Make every quarter a proof of value, not a status call
Renewals are won quarter by quarter, in the meetings where a customer decides whether you are delivering. A strong QBR tells a tight story: here is what we set out to do, here is how we did against it, here is what is coming, and here is what we each commit to next. This builder assembles that story into a clean outline you can turn straight into slides.
How it works
You fill in the pieces of the review and the tool arranges them into a standard QBR structure:
Summary — the quarter in two lines
KPIs — metric, target, actual, status
Wins — what went well this quarter
Challenges — issue + the mitigation taken
Feedback — themes from the customer
Roadmap — what is coming next quarter
Commitments — what each side will do
The summary sets the narrative, the KPI table makes performance legible by showing actuals against targets, and the wins and challenges sections balance celebration with candor.
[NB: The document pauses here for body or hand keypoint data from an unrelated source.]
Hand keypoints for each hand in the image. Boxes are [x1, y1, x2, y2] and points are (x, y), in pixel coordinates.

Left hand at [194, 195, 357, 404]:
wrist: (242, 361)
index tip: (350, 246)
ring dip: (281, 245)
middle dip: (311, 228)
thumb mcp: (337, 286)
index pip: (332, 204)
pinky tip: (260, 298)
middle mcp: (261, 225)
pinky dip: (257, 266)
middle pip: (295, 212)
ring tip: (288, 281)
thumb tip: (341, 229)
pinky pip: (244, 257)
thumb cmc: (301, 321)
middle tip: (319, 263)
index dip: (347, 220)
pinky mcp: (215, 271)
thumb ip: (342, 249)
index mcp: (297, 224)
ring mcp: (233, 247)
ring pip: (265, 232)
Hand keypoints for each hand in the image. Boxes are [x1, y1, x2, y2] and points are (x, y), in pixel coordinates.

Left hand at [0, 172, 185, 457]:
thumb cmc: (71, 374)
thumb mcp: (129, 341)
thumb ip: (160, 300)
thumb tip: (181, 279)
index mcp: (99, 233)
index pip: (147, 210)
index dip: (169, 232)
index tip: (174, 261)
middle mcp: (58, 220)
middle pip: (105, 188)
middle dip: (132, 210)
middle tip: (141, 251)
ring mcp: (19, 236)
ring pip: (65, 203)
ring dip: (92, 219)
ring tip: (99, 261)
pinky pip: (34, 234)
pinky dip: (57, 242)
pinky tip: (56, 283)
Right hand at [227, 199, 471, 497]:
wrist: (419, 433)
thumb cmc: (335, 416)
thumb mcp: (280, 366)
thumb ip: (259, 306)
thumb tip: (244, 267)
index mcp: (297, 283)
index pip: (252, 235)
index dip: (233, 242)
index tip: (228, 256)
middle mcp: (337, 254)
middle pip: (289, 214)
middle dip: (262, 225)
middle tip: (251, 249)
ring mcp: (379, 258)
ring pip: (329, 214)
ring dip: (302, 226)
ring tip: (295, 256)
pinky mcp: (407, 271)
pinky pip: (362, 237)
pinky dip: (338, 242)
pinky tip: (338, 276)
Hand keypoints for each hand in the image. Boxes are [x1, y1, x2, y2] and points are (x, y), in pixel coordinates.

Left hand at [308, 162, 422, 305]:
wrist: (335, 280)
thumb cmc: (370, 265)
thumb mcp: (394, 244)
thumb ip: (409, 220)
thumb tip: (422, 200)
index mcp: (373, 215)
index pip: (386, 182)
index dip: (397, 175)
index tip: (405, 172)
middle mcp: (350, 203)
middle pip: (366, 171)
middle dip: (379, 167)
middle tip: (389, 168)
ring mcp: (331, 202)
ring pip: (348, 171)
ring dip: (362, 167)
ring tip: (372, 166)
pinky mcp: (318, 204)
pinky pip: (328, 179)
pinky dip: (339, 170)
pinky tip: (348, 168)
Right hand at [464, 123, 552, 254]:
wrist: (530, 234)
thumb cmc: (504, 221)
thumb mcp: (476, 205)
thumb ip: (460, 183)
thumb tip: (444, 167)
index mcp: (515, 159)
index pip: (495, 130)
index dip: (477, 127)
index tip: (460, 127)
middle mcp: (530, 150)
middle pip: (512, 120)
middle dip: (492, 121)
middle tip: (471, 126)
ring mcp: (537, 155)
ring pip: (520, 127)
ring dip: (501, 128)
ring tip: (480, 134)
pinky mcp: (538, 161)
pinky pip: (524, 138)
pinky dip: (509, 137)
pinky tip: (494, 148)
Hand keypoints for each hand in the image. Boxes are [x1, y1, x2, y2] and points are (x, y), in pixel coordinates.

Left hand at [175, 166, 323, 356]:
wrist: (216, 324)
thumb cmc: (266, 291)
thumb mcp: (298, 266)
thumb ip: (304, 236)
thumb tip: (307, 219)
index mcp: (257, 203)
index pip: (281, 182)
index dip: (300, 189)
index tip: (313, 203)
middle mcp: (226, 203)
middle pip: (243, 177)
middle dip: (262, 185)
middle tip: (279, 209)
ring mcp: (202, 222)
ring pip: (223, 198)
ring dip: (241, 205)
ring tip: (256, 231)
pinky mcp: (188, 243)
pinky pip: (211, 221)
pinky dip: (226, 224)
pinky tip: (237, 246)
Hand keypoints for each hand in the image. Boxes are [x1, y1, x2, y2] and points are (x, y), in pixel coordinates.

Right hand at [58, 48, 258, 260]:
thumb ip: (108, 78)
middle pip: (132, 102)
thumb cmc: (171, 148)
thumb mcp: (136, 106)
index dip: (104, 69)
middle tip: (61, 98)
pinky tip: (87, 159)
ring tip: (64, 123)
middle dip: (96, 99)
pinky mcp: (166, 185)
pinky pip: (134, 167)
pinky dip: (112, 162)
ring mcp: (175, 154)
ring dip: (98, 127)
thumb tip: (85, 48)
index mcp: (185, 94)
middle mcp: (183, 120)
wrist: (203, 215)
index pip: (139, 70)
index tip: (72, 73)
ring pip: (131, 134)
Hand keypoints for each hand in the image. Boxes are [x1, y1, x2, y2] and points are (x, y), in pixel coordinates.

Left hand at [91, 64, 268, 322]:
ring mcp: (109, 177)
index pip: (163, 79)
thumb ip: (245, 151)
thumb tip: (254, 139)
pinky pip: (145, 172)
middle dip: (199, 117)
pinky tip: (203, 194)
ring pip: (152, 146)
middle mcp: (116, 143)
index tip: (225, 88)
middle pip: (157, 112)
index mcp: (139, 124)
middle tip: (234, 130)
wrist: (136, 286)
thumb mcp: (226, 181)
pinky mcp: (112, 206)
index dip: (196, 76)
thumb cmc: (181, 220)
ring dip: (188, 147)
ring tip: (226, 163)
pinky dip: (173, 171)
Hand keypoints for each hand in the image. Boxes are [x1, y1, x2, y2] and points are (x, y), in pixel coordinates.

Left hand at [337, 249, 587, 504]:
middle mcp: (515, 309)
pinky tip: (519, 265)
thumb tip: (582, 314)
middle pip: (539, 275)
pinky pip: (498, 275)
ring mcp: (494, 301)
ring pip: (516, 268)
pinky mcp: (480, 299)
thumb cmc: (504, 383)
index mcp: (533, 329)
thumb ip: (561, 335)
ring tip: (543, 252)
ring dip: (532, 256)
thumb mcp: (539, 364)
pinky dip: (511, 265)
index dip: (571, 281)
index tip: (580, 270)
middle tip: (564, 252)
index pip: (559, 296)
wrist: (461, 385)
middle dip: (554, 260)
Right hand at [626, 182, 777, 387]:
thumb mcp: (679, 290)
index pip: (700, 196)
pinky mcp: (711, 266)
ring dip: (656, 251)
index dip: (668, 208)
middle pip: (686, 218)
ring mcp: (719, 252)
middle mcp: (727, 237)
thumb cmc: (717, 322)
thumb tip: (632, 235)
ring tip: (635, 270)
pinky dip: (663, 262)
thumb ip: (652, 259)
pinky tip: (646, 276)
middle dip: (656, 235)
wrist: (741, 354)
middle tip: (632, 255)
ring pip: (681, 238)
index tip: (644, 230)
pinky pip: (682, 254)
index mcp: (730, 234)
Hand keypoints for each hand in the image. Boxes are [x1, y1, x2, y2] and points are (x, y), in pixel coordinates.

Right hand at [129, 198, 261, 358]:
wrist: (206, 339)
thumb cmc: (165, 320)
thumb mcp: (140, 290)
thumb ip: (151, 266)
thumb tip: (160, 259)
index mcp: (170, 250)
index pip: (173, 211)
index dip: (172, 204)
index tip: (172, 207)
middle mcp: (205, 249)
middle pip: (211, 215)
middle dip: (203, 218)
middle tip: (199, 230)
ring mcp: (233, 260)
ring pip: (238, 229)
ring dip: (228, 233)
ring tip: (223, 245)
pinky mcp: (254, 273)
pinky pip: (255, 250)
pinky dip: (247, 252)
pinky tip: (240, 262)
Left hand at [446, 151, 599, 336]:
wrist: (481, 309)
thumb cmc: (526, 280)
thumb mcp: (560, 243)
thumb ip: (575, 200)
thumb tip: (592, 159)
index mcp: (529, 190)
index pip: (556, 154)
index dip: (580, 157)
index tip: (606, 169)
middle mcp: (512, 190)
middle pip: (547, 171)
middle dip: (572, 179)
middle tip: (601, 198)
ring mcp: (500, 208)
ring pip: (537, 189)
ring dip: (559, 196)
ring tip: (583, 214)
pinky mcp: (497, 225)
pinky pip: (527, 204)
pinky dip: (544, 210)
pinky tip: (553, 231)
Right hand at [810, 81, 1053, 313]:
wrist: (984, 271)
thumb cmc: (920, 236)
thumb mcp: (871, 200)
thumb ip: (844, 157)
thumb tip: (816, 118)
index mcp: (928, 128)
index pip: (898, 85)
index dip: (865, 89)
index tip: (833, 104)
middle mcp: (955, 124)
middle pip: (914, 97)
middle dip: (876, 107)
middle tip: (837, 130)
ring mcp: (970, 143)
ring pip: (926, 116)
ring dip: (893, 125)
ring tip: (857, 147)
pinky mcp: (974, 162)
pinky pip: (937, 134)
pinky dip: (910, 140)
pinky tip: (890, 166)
The feedback and roadmap sections connect the customer’s voice to what you will build, and the commitments turn the meeting into a working plan for the next quarter.
Tips for a QBR that lands
Lead with outcomes the customer cares about, not feature usage — “you cut onboarding time by 30%” beats “you logged in 4,000 times.” Keep the KPI list short and tied to the goals you set together; ten vanity metrics dilute the two that matter. And never skip the challenges section — owning a problem with a fix in hand is what separates a trusted partner from a vendor.